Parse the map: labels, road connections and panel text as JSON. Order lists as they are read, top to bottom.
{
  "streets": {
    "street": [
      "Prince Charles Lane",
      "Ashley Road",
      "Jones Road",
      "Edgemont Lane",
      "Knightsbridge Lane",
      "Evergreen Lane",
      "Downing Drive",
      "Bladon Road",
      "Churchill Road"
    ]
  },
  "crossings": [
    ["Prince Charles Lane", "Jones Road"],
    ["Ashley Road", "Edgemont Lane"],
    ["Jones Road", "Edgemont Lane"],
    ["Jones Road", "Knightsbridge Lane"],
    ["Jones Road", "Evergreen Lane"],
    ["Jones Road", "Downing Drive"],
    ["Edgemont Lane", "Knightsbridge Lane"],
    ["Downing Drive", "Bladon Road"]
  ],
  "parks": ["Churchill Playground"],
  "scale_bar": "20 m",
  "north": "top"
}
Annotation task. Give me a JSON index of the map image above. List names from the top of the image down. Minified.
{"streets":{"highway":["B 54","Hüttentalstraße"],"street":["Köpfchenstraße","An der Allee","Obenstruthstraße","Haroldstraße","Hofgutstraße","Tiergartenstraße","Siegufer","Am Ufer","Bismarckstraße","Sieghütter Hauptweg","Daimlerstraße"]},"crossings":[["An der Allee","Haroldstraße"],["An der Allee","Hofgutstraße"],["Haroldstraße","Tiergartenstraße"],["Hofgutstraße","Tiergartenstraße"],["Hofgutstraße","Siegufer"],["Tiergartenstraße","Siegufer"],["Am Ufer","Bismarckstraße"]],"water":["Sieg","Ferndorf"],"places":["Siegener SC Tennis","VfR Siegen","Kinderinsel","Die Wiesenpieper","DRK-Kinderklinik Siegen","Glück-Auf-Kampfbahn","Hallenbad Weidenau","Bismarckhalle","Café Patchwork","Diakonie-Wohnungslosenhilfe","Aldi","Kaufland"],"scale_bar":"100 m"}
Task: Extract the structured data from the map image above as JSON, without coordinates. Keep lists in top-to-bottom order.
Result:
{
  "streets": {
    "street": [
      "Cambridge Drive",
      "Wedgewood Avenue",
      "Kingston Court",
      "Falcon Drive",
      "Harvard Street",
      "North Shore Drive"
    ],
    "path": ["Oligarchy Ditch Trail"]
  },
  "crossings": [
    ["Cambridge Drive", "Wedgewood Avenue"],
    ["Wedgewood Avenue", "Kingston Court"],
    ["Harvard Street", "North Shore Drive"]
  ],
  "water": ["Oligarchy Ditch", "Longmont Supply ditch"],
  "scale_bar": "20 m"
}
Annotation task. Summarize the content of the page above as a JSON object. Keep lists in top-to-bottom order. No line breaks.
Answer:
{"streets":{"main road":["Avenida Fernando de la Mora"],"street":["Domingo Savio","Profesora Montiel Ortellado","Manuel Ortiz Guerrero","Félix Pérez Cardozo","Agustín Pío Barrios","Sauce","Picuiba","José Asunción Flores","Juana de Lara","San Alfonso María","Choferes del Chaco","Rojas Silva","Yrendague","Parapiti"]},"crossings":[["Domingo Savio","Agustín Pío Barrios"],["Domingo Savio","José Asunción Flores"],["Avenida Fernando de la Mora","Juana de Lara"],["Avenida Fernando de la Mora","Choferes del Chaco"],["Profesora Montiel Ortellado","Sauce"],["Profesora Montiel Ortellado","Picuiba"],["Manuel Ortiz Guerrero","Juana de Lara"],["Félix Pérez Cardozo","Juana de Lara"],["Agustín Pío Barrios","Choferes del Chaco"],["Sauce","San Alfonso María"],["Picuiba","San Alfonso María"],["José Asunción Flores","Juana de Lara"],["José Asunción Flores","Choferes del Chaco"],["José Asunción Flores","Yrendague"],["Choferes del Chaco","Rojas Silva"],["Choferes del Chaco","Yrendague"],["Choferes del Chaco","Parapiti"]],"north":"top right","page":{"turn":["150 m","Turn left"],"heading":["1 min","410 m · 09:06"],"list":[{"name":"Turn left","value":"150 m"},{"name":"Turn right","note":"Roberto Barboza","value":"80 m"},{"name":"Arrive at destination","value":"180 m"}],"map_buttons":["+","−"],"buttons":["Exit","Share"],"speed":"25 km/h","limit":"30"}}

◇ ◇ ◇

→ **EXERCISE**
Transcribe each entry exactly as it appears.

→ **TASK ANSWER**
Parse the map: labels, road connections and panel text as JSON. Order lists as they are read, top to bottom.
{
  "streets": {
    "street": [
      "Prince Charles Lane",
      "Ashley Road",
      "Jones Road",
      "Edgemont Lane",
      "Knightsbridge Lane",
      "Evergreen Lane",
      "Downing Drive",
      "Bladon Road",
      "Churchill Road"
    ]
  },
  "crossings": [
    ["Prince Charles Lane", "Jones Road"],
    ["Ashley Road", "Edgemont Lane"],
    ["Jones Road", "Edgemont Lane"],
    ["Jones Road", "Knightsbridge Lane"],
    ["Jones Road", "Evergreen Lane"],
    ["Jones Road", "Downing Drive"],
    ["Edgemont Lane", "Knightsbridge Lane"],
    ["Downing Drive", "Bladon Road"]
  ],
  "parks": ["Churchill Playground"],
  "scale_bar": "20 m",
  "north": "top"
}
Annotation task. Give me a JSON index of the map image above. List names from the top of the image down. Minified.
{"streets":{"highway":["B 54","Hüttentalstraße"],"street":["Köpfchenstraße","An der Allee","Obenstruthstraße","Haroldstraße","Hofgutstraße","Tiergartenstraße","Siegufer","Am Ufer","Bismarckstraße","Sieghütter Hauptweg","Daimlerstraße"]},"crossings":[["An der Allee","Haroldstraße"],["An der Allee","Hofgutstraße"],["Haroldstraße","Tiergartenstraße"],["Hofgutstraße","Tiergartenstraße"],["Hofgutstraße","Siegufer"],["Tiergartenstraße","Siegufer"],["Am Ufer","Bismarckstraße"]],"water":["Sieg","Ferndorf"],"places":["Siegener SC Tennis","VfR Siegen","Kinderinsel","Die Wiesenpieper","DRK-Kinderklinik Siegen","Glück-Auf-Kampfbahn","Hallenbad Weidenau","Bismarckhalle","Café Patchwork","Diakonie-Wohnungslosenhilfe","Aldi","Kaufland"],"scale_bar":"100 m"}
Task: Extract the structured data from the map image above as JSON, without coordinates. Keep lists in top-to-bottom order.
Result:
{
  "streets": {
    "street": [
      "Cambridge Drive",
      "Wedgewood Avenue",
      "Kingston Court",
      "Falcon Drive",
      "Harvard Street",
      "North Shore Drive"
    ],
    "path": ["Oligarchy Ditch Trail"]
  },
  "crossings": [
    ["Cambridge Drive", "Wedgewood Avenue"],
    ["Wedgewood Avenue", "Kingston Court"],
    ["Harvard Street", "North Shore Drive"]
  ],
  "water": ["Oligarchy Ditch", "Longmont Supply ditch"],
  "scale_bar": "20 m"
}
Annotation task. Summarize the content of the page above as a JSON object. Keep lists in top-to-bottom order. No line breaks.
Answer:
{"streets":{"main road":["Avenida Fernando de la Mora"],"street":["Domingo Savio","Profesora Montiel Ortellado","Manuel Ortiz Guerrero","Félix Pérez Cardozo","Agustín Pío Barrios","Sauce","Picuiba","José Asunción Flores","Juana de Lara","San Alfonso María","Choferes del Chaco","Rojas Silva","Yrendague","Parapiti"]},"crossings":[["Domingo Savio","Agustín Pío Barrios"],["Domingo Savio","José Asunción Flores"],["Avenida Fernando de la Mora","Juana de Lara"],["Avenida Fernando de la Mora","Choferes del Chaco"],["Profesora Montiel Ortellado","Sauce"],["Profesora Montiel Ortellado","Picuiba"],["Manuel Ortiz Guerrero","Juana de Lara"],["Félix Pérez Cardozo","Juana de Lara"],["Agustín Pío Barrios","Choferes del Chaco"],["Sauce","San Alfonso María"],["Picuiba","San Alfonso María"],["José Asunción Flores","Juana de Lara"],["José Asunción Flores","Choferes del Chaco"],["José Asunción Flores","Yrendague"],["Choferes del Chaco","Rojas Silva"],["Choferes del Chaco","Yrendague"],["Choferes del Chaco","Parapiti"]],"north":"top right","page":{"turn":["150 m","Turn left"],"heading":["1 min","410 m · 09:06"],"list":[{"name":"Turn left","value":"150 m"},{"name":"Turn right","note":"Roberto Barboza","value":"80 m"},{"name":"Arrive at destination","value":"180 m"}],"map_buttons":["+","−"],"buttons":["Exit","Share"],"speed":"25 km/h","limit":"30"}}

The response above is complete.